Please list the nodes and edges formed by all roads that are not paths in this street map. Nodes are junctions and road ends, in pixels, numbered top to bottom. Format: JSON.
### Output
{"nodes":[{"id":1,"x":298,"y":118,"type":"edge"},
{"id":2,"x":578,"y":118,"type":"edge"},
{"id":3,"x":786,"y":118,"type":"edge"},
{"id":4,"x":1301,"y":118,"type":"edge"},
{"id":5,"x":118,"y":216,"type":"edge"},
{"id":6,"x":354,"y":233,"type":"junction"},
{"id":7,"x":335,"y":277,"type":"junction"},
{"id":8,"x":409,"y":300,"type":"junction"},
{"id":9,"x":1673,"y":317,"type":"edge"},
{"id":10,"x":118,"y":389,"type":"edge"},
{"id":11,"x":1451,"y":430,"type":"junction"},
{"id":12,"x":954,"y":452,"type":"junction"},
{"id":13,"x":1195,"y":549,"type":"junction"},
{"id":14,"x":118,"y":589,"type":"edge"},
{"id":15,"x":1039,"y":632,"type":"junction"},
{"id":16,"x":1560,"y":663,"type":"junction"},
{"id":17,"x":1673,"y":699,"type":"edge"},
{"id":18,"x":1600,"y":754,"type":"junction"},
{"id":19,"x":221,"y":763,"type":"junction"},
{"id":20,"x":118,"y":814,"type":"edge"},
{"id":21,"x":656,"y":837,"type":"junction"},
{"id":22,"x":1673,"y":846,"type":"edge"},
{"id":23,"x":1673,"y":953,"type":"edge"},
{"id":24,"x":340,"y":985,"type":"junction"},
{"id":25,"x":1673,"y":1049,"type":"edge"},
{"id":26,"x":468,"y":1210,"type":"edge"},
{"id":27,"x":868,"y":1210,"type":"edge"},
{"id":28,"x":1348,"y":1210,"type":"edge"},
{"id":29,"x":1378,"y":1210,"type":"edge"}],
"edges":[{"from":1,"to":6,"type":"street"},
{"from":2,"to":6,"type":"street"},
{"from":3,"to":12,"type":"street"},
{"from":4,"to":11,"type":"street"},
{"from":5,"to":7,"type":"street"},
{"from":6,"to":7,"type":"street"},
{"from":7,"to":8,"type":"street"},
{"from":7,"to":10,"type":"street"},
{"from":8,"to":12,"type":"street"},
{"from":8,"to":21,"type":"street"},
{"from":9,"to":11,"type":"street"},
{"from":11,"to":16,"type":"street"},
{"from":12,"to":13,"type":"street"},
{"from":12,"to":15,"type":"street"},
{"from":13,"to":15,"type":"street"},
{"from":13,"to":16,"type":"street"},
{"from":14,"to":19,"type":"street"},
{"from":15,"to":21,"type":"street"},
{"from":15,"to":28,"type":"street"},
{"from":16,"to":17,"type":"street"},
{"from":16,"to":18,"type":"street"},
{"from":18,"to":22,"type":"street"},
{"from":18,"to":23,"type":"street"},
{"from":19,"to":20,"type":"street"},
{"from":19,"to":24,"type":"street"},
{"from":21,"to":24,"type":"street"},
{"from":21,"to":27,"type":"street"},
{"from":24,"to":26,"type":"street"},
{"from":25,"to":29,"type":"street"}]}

**********

◆ AIM OF THE EXERCISE: Wherever the word "edges" occurs in the data, copy that whole line.

◆ ANSWER TO THIS TASK:
Please list the nodes and edges formed by all roads that are not paths in this street map. Nodes are junctions and road ends, in pixels, numbered top to bottom. Format: JSON.
"edges":[{"from":1,"to":6,"type":"street"},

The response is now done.